Many of the visuals in the film come off as your usual standard horror flick, alongside the cinematography by Peter Deming, which of course is nothing special. But there is the occasional pleasing shot, or even a throwback shot to classic horror film every so often, with ‘Friday the 13th’ being the most noticeable. However, the actual design of the cabin set itself, as well as many of the creatures throughout the film, is easily one of my favourite elements. As the costumes are nothing short of incredibly detailed, and really help give each creature it’s own distinct look and feel.

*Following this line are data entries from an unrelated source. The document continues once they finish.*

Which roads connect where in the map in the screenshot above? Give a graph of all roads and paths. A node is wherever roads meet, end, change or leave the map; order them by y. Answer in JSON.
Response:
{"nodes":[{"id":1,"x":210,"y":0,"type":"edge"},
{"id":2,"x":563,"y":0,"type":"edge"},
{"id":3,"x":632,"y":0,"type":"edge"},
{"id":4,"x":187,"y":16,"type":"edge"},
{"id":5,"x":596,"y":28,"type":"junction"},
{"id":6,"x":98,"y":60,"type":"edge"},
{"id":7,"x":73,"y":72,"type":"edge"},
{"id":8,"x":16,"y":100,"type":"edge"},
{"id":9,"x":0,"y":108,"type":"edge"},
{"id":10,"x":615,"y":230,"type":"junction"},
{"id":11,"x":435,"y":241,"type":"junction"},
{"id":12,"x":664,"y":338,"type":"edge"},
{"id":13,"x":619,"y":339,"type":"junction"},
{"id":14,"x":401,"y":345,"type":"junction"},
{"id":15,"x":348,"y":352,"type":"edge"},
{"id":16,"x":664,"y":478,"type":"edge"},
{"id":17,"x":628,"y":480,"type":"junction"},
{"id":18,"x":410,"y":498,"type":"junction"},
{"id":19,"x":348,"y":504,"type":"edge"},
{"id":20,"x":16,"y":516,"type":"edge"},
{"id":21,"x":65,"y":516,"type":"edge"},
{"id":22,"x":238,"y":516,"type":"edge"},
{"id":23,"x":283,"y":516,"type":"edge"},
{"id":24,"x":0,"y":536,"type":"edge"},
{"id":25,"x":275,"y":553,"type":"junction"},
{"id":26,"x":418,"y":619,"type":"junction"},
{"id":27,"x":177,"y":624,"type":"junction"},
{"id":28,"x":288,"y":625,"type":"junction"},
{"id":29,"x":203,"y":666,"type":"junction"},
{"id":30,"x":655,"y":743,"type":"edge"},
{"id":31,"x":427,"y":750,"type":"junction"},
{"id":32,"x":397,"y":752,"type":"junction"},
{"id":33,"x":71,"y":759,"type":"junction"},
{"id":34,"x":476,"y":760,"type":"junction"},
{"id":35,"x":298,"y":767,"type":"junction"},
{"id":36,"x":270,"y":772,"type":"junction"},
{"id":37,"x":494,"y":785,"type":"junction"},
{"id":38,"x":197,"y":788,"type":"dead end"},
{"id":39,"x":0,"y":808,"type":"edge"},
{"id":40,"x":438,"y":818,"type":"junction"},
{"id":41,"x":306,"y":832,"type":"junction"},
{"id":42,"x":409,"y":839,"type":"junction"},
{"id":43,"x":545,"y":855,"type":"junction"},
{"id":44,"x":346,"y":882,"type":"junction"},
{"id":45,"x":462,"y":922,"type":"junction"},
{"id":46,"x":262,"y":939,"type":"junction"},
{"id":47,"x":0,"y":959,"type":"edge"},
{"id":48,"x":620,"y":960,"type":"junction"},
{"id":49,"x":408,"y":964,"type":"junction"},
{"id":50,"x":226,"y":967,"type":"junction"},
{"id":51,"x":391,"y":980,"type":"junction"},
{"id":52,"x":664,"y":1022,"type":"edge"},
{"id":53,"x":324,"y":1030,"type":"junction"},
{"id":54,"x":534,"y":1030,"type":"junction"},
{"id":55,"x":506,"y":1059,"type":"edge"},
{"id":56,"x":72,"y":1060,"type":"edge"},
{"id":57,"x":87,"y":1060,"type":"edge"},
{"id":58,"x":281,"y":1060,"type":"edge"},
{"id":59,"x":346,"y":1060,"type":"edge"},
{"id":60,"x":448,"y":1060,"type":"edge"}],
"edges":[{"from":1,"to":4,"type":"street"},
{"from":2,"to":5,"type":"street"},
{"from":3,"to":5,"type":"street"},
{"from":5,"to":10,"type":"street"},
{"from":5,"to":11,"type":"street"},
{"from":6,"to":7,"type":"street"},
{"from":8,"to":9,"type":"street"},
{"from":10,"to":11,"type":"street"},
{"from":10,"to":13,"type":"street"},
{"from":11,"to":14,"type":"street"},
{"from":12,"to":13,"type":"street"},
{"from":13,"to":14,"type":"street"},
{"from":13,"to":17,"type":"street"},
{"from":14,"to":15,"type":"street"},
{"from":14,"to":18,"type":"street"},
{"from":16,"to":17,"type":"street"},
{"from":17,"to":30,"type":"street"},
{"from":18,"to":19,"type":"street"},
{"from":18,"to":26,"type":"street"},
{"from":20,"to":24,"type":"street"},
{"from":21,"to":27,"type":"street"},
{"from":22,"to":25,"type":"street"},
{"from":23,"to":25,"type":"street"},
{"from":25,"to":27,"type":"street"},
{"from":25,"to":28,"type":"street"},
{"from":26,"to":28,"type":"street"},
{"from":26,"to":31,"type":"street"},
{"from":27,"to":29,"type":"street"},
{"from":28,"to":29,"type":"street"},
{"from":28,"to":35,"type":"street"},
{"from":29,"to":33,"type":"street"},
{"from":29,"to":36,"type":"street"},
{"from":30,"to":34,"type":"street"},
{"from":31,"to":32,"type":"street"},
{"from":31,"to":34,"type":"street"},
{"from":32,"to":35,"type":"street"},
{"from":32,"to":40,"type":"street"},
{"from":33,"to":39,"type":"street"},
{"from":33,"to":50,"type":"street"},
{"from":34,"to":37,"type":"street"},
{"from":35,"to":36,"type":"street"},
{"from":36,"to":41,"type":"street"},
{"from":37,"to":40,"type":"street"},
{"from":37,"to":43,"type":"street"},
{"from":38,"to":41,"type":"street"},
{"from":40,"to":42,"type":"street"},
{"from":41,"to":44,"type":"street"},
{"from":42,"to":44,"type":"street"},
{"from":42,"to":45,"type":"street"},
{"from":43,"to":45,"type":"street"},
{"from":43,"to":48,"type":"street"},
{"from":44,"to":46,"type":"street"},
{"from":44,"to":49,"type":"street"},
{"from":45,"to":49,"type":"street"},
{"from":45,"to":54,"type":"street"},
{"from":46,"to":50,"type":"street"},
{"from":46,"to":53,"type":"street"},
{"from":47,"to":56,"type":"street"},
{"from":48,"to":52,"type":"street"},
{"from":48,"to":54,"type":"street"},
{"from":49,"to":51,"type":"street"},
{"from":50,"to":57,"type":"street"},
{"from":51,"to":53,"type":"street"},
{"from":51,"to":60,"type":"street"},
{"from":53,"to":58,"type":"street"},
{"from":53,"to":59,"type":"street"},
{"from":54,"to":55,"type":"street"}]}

The original score by David Julyan is your standard horror film soundtrack, further playing into the idea of a dissection of the genre, and despite being very bland it does back-up many of the eerie scenes regardless. The editing is also nothing phenomenal, but with a narrative this original and the writing being as hilarious as it is. I’m willing to give them a thumbs-up. Especially when you consider the last twenty minutes of the film, which is probably some of the most fun I’ve had watching a horror flick.

Another weaker aspect of the film is also related to the visuals, as the film was made on a smaller budget, the CG effects in many scenes is quite noticeable, and although it doesn’t completely ruin a scene, it can take you out of the film for a second or two. Thankfully, CGI isn’t used very heavily throughout the film. I also feel this smaller-budget might have had an impact of the runtime, as the film feels a little short to me and could’ve done with being slightly longer to further flush elements out.

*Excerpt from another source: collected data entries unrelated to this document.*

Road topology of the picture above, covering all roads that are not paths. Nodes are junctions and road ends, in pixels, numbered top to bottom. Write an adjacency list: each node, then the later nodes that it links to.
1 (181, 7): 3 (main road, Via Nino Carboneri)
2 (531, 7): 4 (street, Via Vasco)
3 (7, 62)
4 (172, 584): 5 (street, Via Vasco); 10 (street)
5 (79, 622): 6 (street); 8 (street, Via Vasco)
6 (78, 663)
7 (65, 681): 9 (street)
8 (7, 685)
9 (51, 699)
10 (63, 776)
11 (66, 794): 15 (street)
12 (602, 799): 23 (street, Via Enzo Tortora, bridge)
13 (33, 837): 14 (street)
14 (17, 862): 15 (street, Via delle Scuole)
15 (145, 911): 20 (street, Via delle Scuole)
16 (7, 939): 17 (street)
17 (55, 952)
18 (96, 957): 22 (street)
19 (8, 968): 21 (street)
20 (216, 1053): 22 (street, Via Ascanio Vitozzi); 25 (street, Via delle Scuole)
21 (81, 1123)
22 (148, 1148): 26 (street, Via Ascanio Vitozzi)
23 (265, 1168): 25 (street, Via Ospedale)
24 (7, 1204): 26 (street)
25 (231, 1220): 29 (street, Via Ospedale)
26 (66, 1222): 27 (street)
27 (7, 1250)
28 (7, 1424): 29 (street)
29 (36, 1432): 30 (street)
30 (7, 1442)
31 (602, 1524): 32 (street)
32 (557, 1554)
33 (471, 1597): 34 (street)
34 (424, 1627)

In conclusion, I adore ‘The Cabin in the Woods,’ from the wonderfully crafted creatures to the way the story unfolds, to the various nods to previous entries in the horror genre. I think Goddard has made a flawless dissection of why we love horror films and the traits within them. Although not prefect, I’m still eagerly anticipating his next film and I really hope he keeps this trend of interesting filmmaking going. Final Rating: 8/10.